- Work item
The listing below is to be written out word for word, minus its images.

- Provided entries
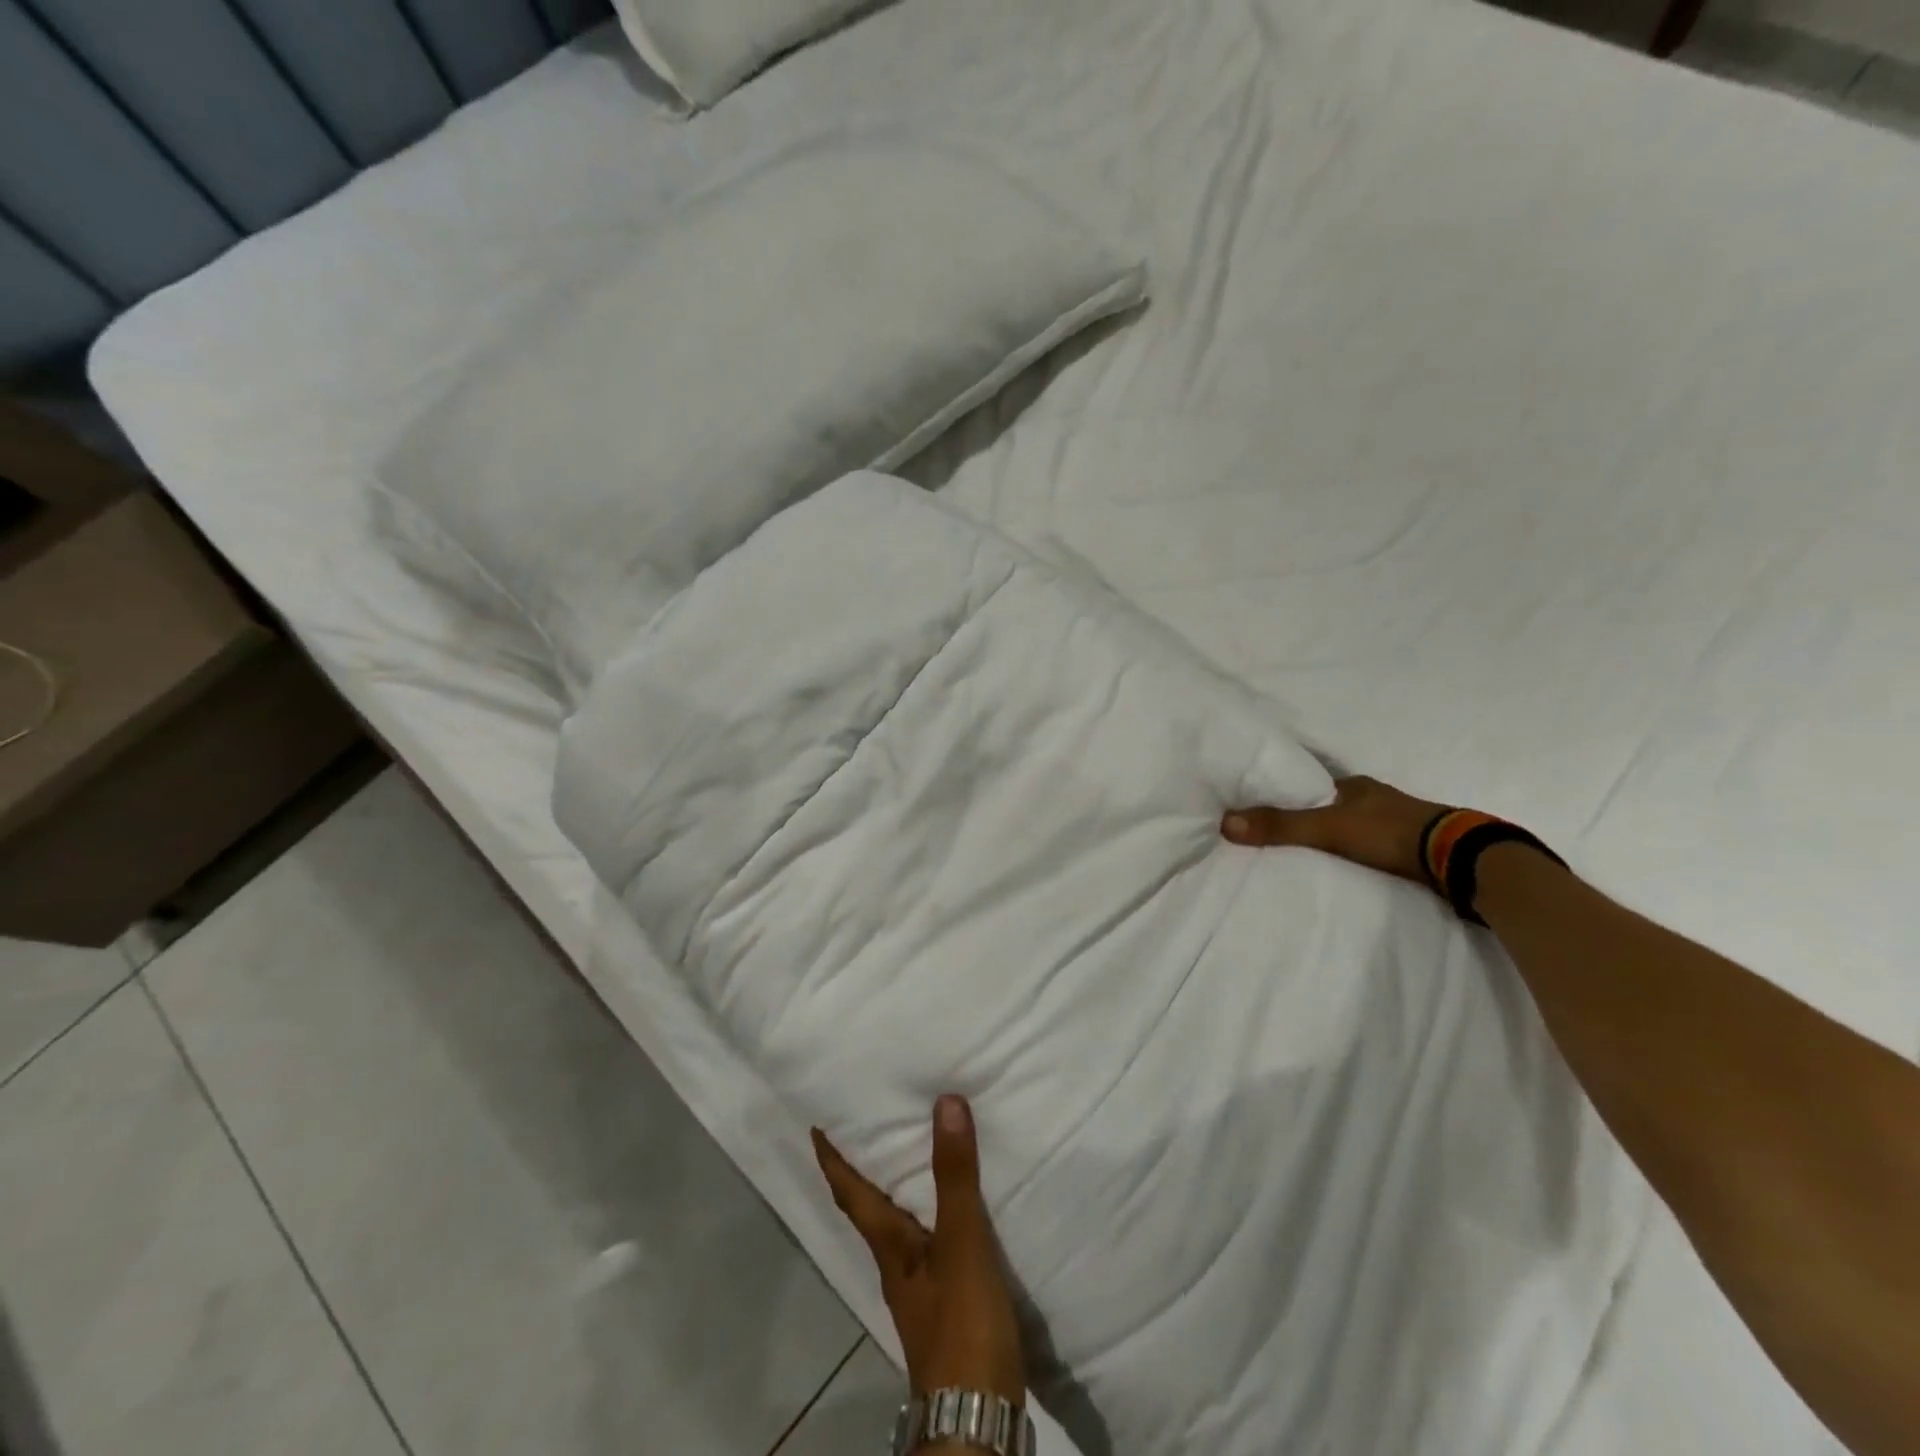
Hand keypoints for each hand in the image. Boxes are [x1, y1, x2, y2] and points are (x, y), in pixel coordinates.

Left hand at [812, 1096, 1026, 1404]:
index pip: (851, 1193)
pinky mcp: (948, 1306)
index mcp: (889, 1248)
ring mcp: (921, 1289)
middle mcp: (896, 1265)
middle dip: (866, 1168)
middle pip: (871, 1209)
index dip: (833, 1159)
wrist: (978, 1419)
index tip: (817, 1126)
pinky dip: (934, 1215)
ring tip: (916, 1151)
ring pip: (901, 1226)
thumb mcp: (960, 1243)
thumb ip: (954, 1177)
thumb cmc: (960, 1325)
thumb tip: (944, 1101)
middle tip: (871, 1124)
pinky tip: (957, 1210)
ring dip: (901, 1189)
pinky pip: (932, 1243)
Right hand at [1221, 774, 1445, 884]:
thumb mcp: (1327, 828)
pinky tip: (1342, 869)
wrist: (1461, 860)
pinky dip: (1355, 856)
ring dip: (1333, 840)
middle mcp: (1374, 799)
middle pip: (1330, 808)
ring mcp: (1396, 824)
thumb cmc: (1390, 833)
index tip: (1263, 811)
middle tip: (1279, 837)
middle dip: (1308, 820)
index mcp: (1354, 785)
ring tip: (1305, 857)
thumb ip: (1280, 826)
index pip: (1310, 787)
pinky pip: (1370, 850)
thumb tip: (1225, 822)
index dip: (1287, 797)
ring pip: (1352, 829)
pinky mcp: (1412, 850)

- Response to this exercise
Hand keypoints for each hand in the image. Boxes are [x1, y1, x2, y2] and points are (x, y), in pixel coordinates.

Left hand at [812, 1096, 1026, 1404]:
index pip: (851, 1193)
pinky mcp: (948, 1306)
index mcp: (889, 1248)
ring mcp: (921, 1289)
middle mcp: (896, 1265)
middle dip: (866, 1168)
middle pip: (871, 1209)
index dip: (833, 1159)
wrist: (978, 1419)
index tip: (817, 1126)
pinky dip: (934, 1215)
ring tip: (916, 1151)
ring pip: (901, 1226)
thumb mcp: (960, 1243)
thumb ip: (954, 1177)
thumb cmc: (960, 1325)
thumb tip: (944, 1101)
middle tip: (871, 1124)
pinky tip: (957, 1210)
ring dip: (901, 1189)
pinky pip: (932, 1243)
Right hand at [1221, 774, 1445, 884]:
thumb mcp: (1327, 828)
pinky tip: (1342, 869)
wrist: (1461, 860)
pinky dip: (1355, 856)
ring dip: (1333, 840)
middle mcp: (1374, 799)
middle pip: (1330, 808)
ring mcp: (1396, 824)
thumb cmc: (1390, 833)
index tip: (1263, 811)
middle tip: (1279, 837)
middle dip: (1308, 820)
index mcp: (1354, 785)
ring tip: (1305, 857)
thumb ip: (1280, 826)
index pip: (1310, 787)
pinky pip: (1370, 850)
thumb tip: (1225, 822)
index dip: (1287, 797)
ring pip: (1352, 829)
pinky mcp: (1412, 850)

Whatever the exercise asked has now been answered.